Like the setting of a spy movie, the tunnel began with a closet elevator in a Tijuana home. The elevator led to an 874-yard-long tunnel, complete with a lights, ventilation, and a rail system.
Most similar tunnels end in warehouses or homes. However, this tunnel's users would have popped right out into the open air, in a lot ostensibly owned by a wood pallet business. The exit was covered unceremoniously by a trash bin.
In a bizarre way, this tunnel's open air nature may have helped hide its true identity.
"It's a rabbit hole," said Laura Duffy, US attorney for the Southern District of California, according to the Associated Press. "Just the whole way that it comes up and that it comes up out right into the open, it is a bit ingenious, I think, and it's something completely different than what we've seen."
Nearby neighbors who see the lot daily say that the current tenants moved in about one year ago. The company that owns the lot does a brisk trade in wooden pallets at very cheap prices, according to Margarita Ontiveros, who works in a law office next door.
US authorities seized more than a ton of cocaine and seven tons of marijuana from the tunnel. Investigators think that the first drug shipment occurred this month, though they are unsure exactly when the tunnel was constructed.
Border Patrol first started watching the lot last fall due to an upswing in activity, but the first arrests were made on Friday. Six individuals were arrested: one with US citizenship, two Cubans, and three Mexicans.
Officials' suspicions were heightened after they spotted a trash bin being forklifted onto a truck. Two days later, they stopped another truck after it left the lot and found over two thousand pounds of cocaine and eleven thousand pounds of marijuana.
This tunnel is not the first of its kind.
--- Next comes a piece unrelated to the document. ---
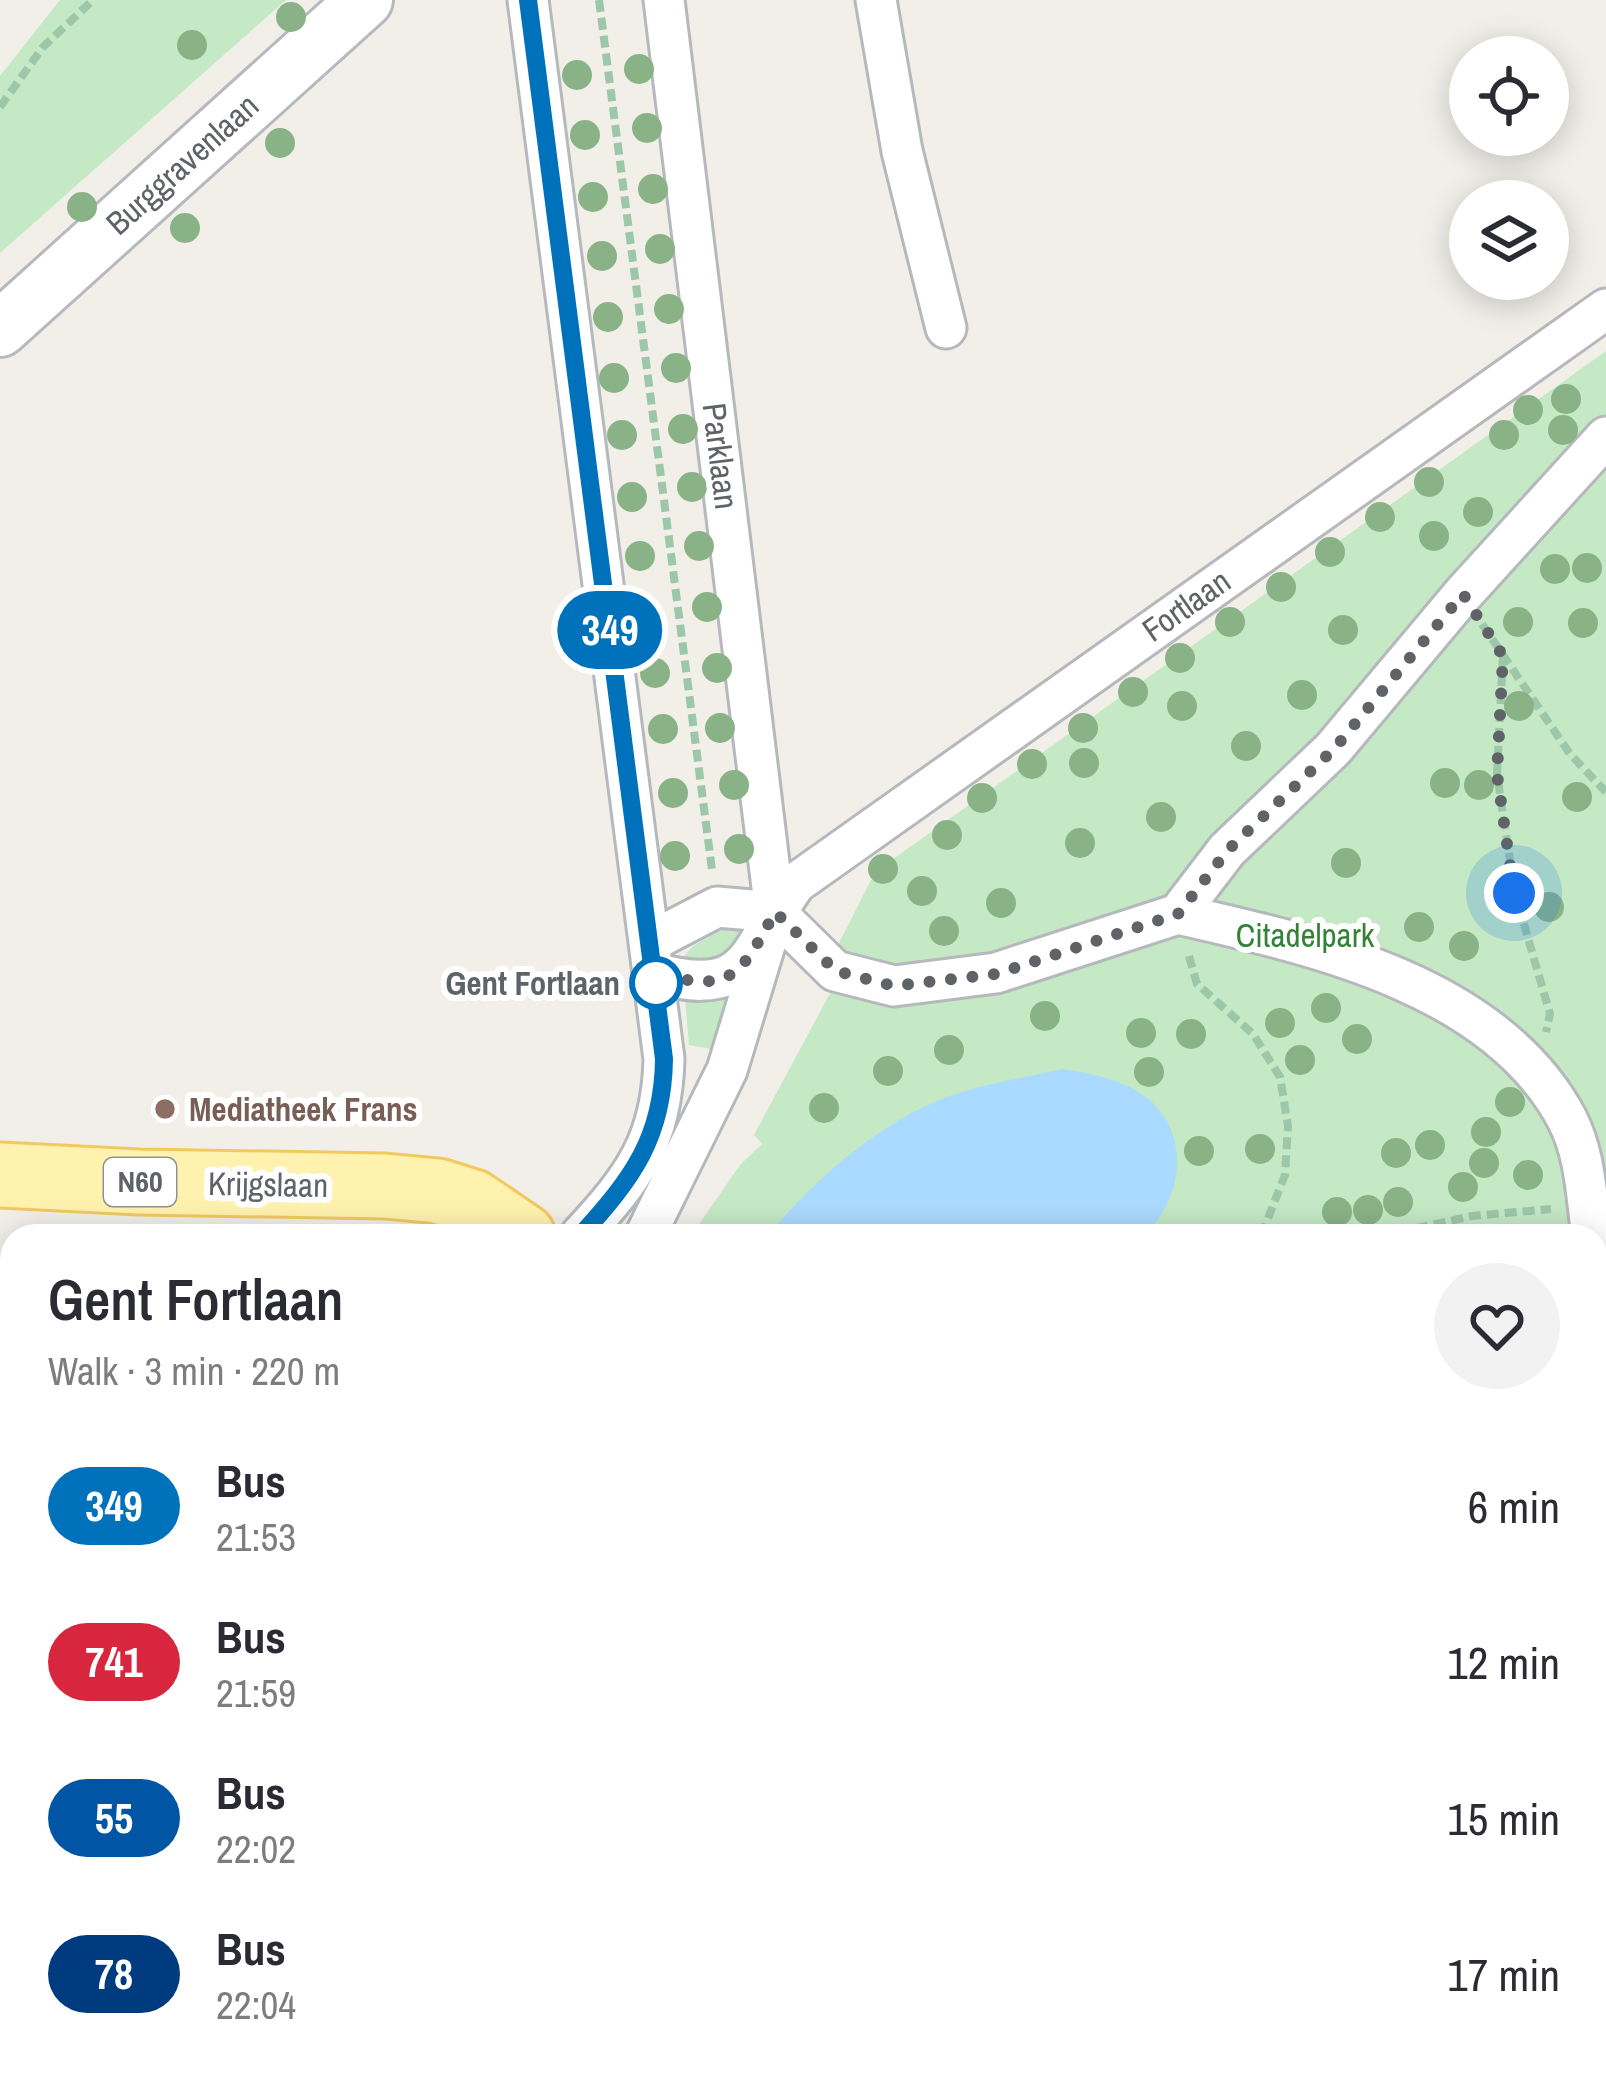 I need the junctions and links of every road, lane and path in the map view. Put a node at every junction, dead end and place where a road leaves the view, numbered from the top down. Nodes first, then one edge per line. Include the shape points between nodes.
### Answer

Since 2006, officials have discovered thirteen such tunnels that terminate in California, including three that end on the same residential San Diego street.
Others have been found elsewhere along the border, particularly in California and Arizona.
Officials say that this region is popular for tunnel diggers due to the consistency of the soil and the accessibility of receiving facilities on either side of the border.
This report contains material from the Associated Press.